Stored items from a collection

##########

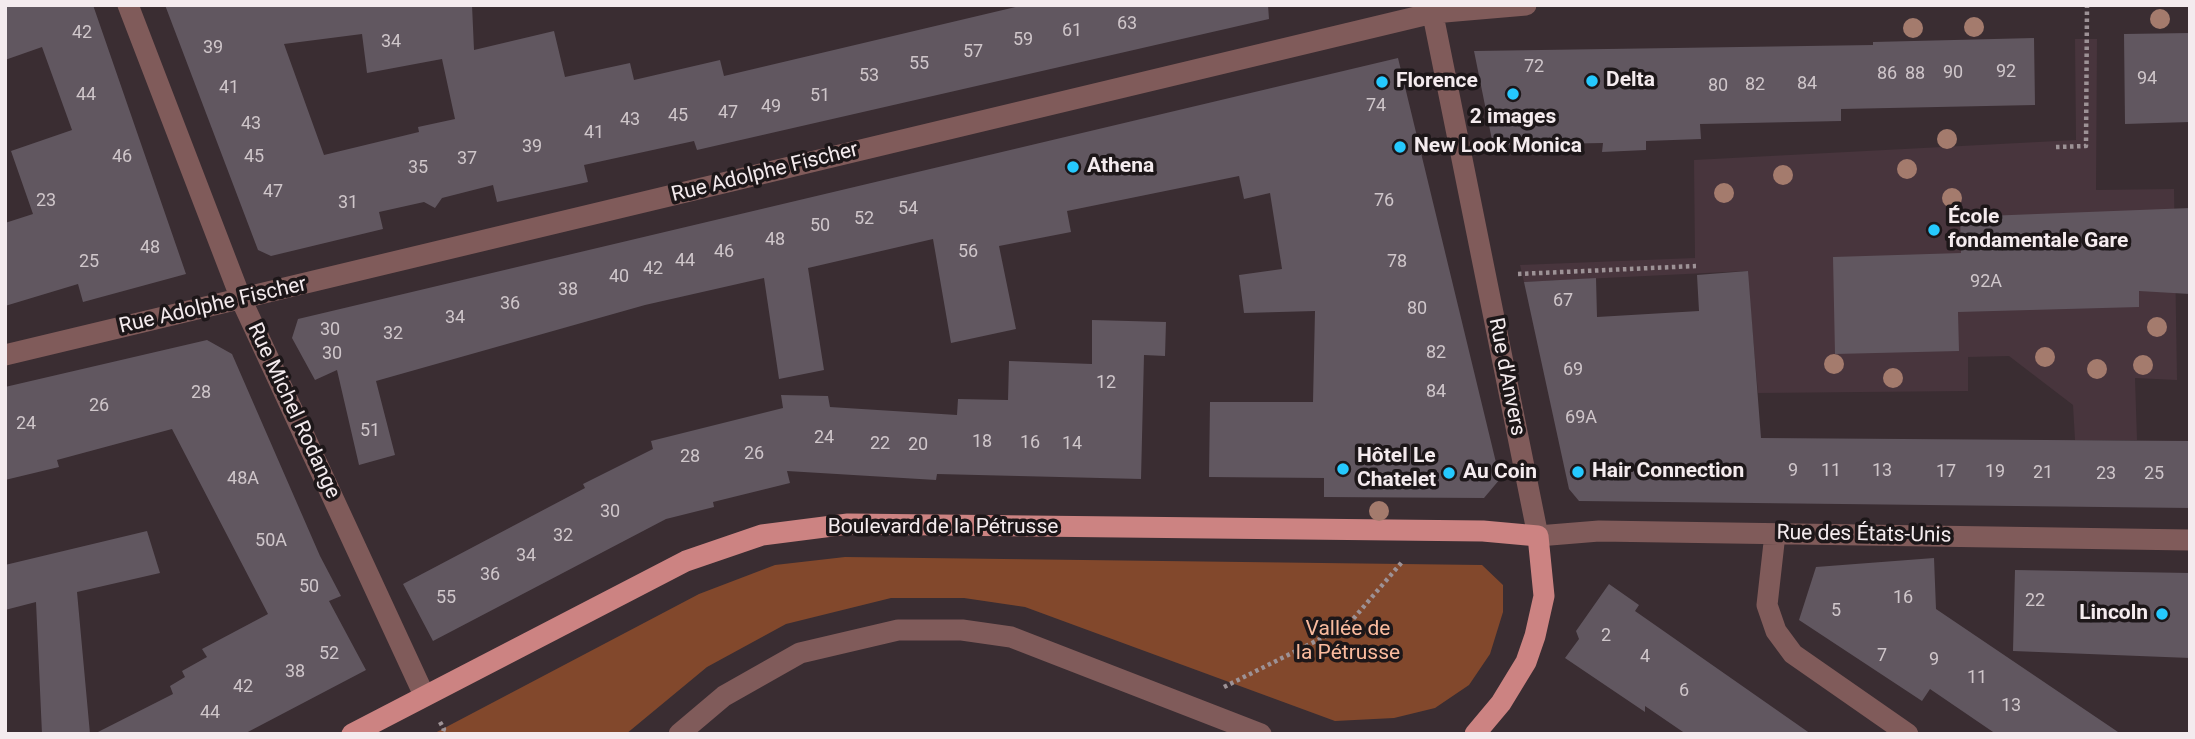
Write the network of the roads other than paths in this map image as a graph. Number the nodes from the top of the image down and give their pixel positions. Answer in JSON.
{"nodes":[{"id":1,"x":128,"y":5,"type":"edge"},
{"id":2,"x":1526,"y":5,"type":"edge"},
{"id":3,"x":1432,"y":9,"type":"edge"},
{"id":4,"x":241,"y":299,"type":"junction"},
{"id":5,"x":5,"y":355,"type":"edge"},
{"id":6,"x":1774,"y":534,"type":"junction"},
{"id":7,"x":1538,"y":536,"type":"junction"},
{"id":8,"x":2190,"y":540,"type":"edge"},
{"id":9,"x":424,"y":695,"type":"junction"},
{"id":10,"x":352,"y":734,"type":"edge"},
{"id":11,"x":680,"y":734,"type":"edge"},
{"id":12,"x":1261,"y":734,"type":"edge"},
{"id":13,"x":1475,"y":734,"type":"edge"},
{"id":14,"x":1908,"y":734,"type":"edge"}],
"edges":[{"from":1,"to":4,"type":"street","name":"Rue Michel Rodange"},
{"from":2,"to":3,"type":"street","name":"Rue Adolphe Fischer"},
{"from":3,"to":4,"type":"street","name":"Rue Adolphe Fischer"},
{"from":3,"to":7,"type":"street","name":"Rue d'Anvers"},
{"from":4,"to":5,"type":"street","name":"Rue Adolphe Fischer"},
{"from":4,"to":9,"type":"street","name":"Rue Michel Rodange"},
{"from":6,"to":7,"type":"street","name":"Rue des États-Unis"},
{"from":6,"to":8,"type":"street","name":"Rue des États-Unis"},
{"from":6,"to":14,"type":"street"},
{"from":7,"to":9,"type":"main road","name":"Boulevard de la Pétrusse"},
{"from":7,"to":13,"type":"main road","name":"Rue d'Anvers"},
{"from":9,"to":10,"type":"main road","name":"Boulevard de la Pétrusse"},
{"from":11,"to":12,"type":"street"}]}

##########

Drop the images; copy every entry above exactly.

Write the network of the roads other than paths in this map image as a graph. Number the nodes from the top of the image down and give their pixel positions. Answer in JSON.
{"nodes":[{"id":1,"x":128,"y":5,"type":"edge"},
{"id":2,"x":1526,"y":5,"type":"edge"},
{"id":3,"x":1432,"y":9,"type":"edge"},
{"id":4,"x":241,"y":299,"type":"junction"},
{"id":5,"x":5,"y":355,"type":"edge"},
{"id":6,"x":1774,"y":534,"type":"junction"},
{"id":7,"x":1538,"y":536,"type":"junction"},
{"id":8,"x":2190,"y":540,"type":"edge"},
{"id":9,"x":424,"y":695,"type":"junction"},
{"id":10,"x":352,"y":734,"type":"edge"},
{"id":11,"x":680,"y":734,"type":"edge"},
{"id":12,"x":1261,"y":734,"type":"edge"},
{"id":13,"x":1475,"y":734,"type":"edge"},
{"id":14,"x":1908,"y":734,"type":"edge"}],
"edges":[{"from":1,"to":4,"type":"street","name":"Rue Michel Rodange"},
{"from":2,"to":3,"type":"street","name":"Rue Adolphe Fischer"},
{"from":3,"to":4,"type":"street","name":"Rue Adolphe Fischer"},
{"from":3,"to":7,"type":"street","name":"Rue d'Anvers"},
{"from":4,"to":5,"type":"street","name":"Rue Adolphe Fischer"},
{"from":4,"to":9,"type":"street","name":"Rue Michel Rodange"},
{"from":6,"to":7,"type":"street","name":"Rue des États-Unis"},
{"from":6,"to":8,"type":"street","name":"Rue des États-Unis"},
{"from":6,"to":14,"type":"street"},
{"from":7,"to":9,"type":"main road","name":"Boulevard de la Pétrusse"},
{"from":7,"to":13,"type":"main road","name":"Rue d'Anvers"},
{"from":9,"to":10,"type":"main road","name":"Boulevard de la Pétrusse"},
{"from":11,"to":12,"type":"street"}]}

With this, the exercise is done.